Que o multiculturalismo teve interpretações extremistas não significa que todo o multiculturalismo seja extremista, assim como nem todos os cristãos são fundamentalistas somente porque alguns o são. Melhor seria definir diferentemente essas versões degeneradas da ideia multicultural. Zygmunt Bauman propõe para isso a definição de "multicomunitarismo". Mas ainda mais nítida é a fórmula de Amartya Sen: a que se alude falando dos erros do separatismo na experiência inglesa não é uma política multicultural, mas uma política que fez "coleção de monoculturalismos".

Uma concepção apropriada do multiculturalismo prevê que os grupos de imigrantes que vêm em uma fase posterior à fundação dos Estados, como por exemplo, os mulçumanos nos países europeus, cuja grande maioria é cristã, têm direito como minoria (a liberdade de culto e o direito a construir lugares de oração), mas também "a responsabilidade de integrarem-se nas normas da nação". São palavras de um dos maiores teóricos do multiculturalismo, que é Will Kimlicka, filósofo canadense, e não de um ideólogo da Liga. Por isso, é melhor ir devagar do que queimar na fogueira dessa ideia. O multiculturalismo, em uma versão atualizada do pluralismo liberal, prevê também que os diferentes grupos culturais interajam entre si dentro do estado e no plano internacional.
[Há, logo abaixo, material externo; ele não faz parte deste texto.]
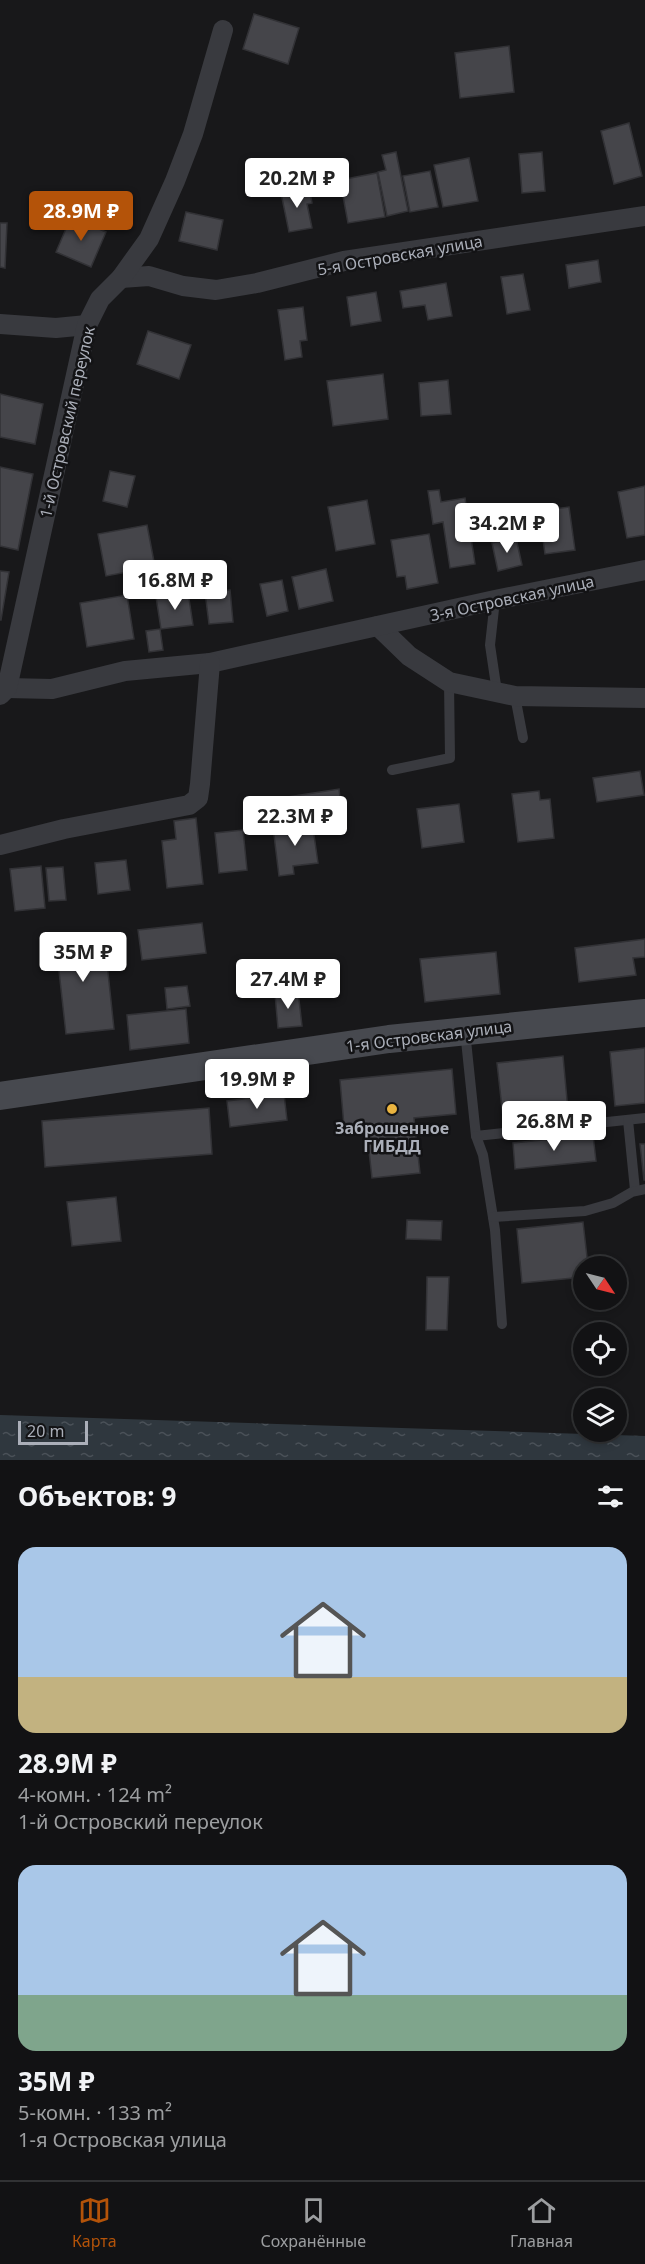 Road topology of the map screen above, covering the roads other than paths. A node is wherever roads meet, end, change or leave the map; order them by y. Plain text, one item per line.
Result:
1 (223, 30) dead end
2 (645, 216) edge
3 (121, 278) junction
4 (0, 324) edge
5 (87, 325) junction
6 (645, 570) edge
7 (495, 600) junction
8 (378, 626) junction
9 (210, 663) junction
10 (449, 682) junction
11 (4, 692) edge
12 (506, 694) junction
13 (645, 698) edge
14 (523, 738) dead end
15 (392, 770) dead end
16 (0, 845) edge
17 (645, 1013) edge
18 (465, 1031) junction
19 (0, 1096) edge
20 (645, 1118) edge
21 (628, 1120) junction
22 (476, 1136) junction
23 (640, 1190) edge
24 (493, 1217) junction
25 (502, 1324) dead end

1 - 3 street, 1-й Островский переулок
2 - 3 street, 5-я Островская улица
3 - 5 street, 1-й Островский переулок
4 - 5 street
5 - 11 street, 1-й Островский переулок
6 - 7 street, 3-я Островская улица
7 - 8 street, 3-я Островская улица
7 - 12 lane
8 - 9 street, 3-я Островская улица
8 - 10 street
9 - 11 street, 3-я Островская улица
9 - 16 street
10 - 12 street
10 - 15 lane
12 - 13 street
12 - 14 lane
17 - 18 street, 1-я Островская улица
18 - 19 street, 1-я Островская улица
18 - 22 lane
20 - 21 lane
21 - 22 lane
21 - 23 lane
22 - 24 lane
23 - 24 lane
24 - 25 lane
Poder-se-ia, para isso, adotar o conceito menos utilizado de "interculturalidade", muito mais dialógico, mas sem conceder todo o terreno aos inimigos do multiculturalismo, o mais conhecido dos quais é Samuel Huntington, que nele via uma das razões do declínio do Ocidente e dos Estados Unidos, ao contrário de John Kennedy e Lyndon Johnson que viam na imigração e nos direitos civis das minorias a grande força de seu país multicultural.